### [Work task]
Where a line contains the word "Droga", copy that line from the records below.

================

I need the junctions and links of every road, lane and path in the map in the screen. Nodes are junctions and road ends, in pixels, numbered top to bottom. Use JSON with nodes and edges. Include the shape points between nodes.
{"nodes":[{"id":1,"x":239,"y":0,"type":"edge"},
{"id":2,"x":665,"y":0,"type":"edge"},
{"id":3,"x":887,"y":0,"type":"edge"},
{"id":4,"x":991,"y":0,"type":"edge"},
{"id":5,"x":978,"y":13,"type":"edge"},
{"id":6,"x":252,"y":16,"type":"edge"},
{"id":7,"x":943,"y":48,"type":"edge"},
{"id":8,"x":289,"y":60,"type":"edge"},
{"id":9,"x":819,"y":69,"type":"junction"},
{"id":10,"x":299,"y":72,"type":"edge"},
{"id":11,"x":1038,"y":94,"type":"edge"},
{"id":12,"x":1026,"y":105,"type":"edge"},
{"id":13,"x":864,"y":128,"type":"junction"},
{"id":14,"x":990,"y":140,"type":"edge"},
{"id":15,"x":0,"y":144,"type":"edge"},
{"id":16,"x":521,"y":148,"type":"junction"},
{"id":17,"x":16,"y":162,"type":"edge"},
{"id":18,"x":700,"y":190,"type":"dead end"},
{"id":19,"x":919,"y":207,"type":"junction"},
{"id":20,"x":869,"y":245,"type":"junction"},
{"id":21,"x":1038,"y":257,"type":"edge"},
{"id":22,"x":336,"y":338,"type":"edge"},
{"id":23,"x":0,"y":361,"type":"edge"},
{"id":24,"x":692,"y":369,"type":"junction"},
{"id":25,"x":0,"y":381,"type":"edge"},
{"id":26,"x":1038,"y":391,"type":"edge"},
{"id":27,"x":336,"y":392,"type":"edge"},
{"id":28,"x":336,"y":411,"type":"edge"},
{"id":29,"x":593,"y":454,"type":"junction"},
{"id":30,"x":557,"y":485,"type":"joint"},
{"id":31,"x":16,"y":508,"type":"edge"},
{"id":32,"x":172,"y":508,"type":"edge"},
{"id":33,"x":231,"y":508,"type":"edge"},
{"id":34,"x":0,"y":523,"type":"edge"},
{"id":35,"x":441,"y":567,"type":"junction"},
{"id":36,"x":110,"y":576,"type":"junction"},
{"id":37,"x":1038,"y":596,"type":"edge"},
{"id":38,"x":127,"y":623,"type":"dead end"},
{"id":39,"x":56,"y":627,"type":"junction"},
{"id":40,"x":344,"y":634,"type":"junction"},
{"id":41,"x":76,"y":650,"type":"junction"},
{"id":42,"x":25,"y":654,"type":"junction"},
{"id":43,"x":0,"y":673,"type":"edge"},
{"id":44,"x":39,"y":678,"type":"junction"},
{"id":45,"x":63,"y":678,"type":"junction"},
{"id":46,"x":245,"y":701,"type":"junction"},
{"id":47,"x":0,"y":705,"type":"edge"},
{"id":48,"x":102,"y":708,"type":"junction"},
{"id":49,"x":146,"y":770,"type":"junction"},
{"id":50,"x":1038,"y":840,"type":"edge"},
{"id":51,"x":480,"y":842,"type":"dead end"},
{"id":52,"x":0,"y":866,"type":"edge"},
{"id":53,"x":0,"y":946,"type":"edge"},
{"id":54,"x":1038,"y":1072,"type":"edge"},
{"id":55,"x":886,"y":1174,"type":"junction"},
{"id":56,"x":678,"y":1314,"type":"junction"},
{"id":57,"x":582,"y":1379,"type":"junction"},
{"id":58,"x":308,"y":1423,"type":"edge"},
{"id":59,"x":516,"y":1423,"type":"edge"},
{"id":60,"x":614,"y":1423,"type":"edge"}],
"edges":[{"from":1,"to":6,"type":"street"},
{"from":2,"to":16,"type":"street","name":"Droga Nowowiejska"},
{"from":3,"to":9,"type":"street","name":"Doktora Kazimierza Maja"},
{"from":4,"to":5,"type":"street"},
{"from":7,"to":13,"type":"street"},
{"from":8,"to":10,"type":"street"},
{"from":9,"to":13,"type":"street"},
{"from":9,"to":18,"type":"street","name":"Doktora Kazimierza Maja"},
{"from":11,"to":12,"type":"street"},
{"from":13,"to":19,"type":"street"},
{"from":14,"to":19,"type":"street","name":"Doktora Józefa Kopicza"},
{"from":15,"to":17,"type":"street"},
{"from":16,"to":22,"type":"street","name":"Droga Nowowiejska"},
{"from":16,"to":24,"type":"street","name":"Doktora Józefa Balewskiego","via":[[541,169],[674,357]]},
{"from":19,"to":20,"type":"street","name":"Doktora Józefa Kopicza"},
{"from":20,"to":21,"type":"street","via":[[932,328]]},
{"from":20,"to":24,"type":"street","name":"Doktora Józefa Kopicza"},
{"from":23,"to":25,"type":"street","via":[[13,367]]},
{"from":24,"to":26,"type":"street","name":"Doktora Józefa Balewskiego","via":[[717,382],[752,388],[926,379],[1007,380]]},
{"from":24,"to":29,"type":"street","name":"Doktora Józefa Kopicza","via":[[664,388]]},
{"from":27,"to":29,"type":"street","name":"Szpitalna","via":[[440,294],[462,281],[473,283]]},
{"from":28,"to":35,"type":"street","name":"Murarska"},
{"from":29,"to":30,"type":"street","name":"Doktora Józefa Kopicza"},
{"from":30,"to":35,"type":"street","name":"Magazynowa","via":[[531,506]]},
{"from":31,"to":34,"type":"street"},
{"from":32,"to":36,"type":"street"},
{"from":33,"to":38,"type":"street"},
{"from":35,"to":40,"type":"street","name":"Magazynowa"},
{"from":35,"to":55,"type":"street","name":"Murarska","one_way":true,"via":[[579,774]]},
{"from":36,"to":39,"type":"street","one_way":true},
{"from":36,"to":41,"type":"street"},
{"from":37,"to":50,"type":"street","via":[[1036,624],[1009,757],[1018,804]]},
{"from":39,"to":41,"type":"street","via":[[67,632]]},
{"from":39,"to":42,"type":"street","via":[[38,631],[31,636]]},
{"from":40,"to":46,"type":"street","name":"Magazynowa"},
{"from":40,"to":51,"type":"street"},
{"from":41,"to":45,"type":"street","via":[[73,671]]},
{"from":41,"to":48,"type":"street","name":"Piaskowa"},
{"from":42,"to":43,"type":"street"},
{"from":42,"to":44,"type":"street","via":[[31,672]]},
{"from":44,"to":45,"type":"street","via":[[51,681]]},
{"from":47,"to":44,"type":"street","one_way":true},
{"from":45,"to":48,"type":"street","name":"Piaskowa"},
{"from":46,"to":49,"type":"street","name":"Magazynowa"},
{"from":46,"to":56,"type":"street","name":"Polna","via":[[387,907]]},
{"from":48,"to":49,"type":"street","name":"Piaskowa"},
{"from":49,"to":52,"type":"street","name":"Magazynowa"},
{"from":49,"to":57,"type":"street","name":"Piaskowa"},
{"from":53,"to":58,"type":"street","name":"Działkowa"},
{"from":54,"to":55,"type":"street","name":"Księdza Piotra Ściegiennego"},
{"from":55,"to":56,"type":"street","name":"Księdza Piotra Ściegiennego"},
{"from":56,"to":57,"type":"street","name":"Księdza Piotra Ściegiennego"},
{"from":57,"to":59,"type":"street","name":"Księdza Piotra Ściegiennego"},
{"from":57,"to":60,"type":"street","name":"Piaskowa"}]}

================

### [The answer]
{"from":2,"to":16,"type":"street","name":"Droga Nowowiejska"},
{"from":16,"to":22,"type":"street","name":"Droga Nowowiejska"},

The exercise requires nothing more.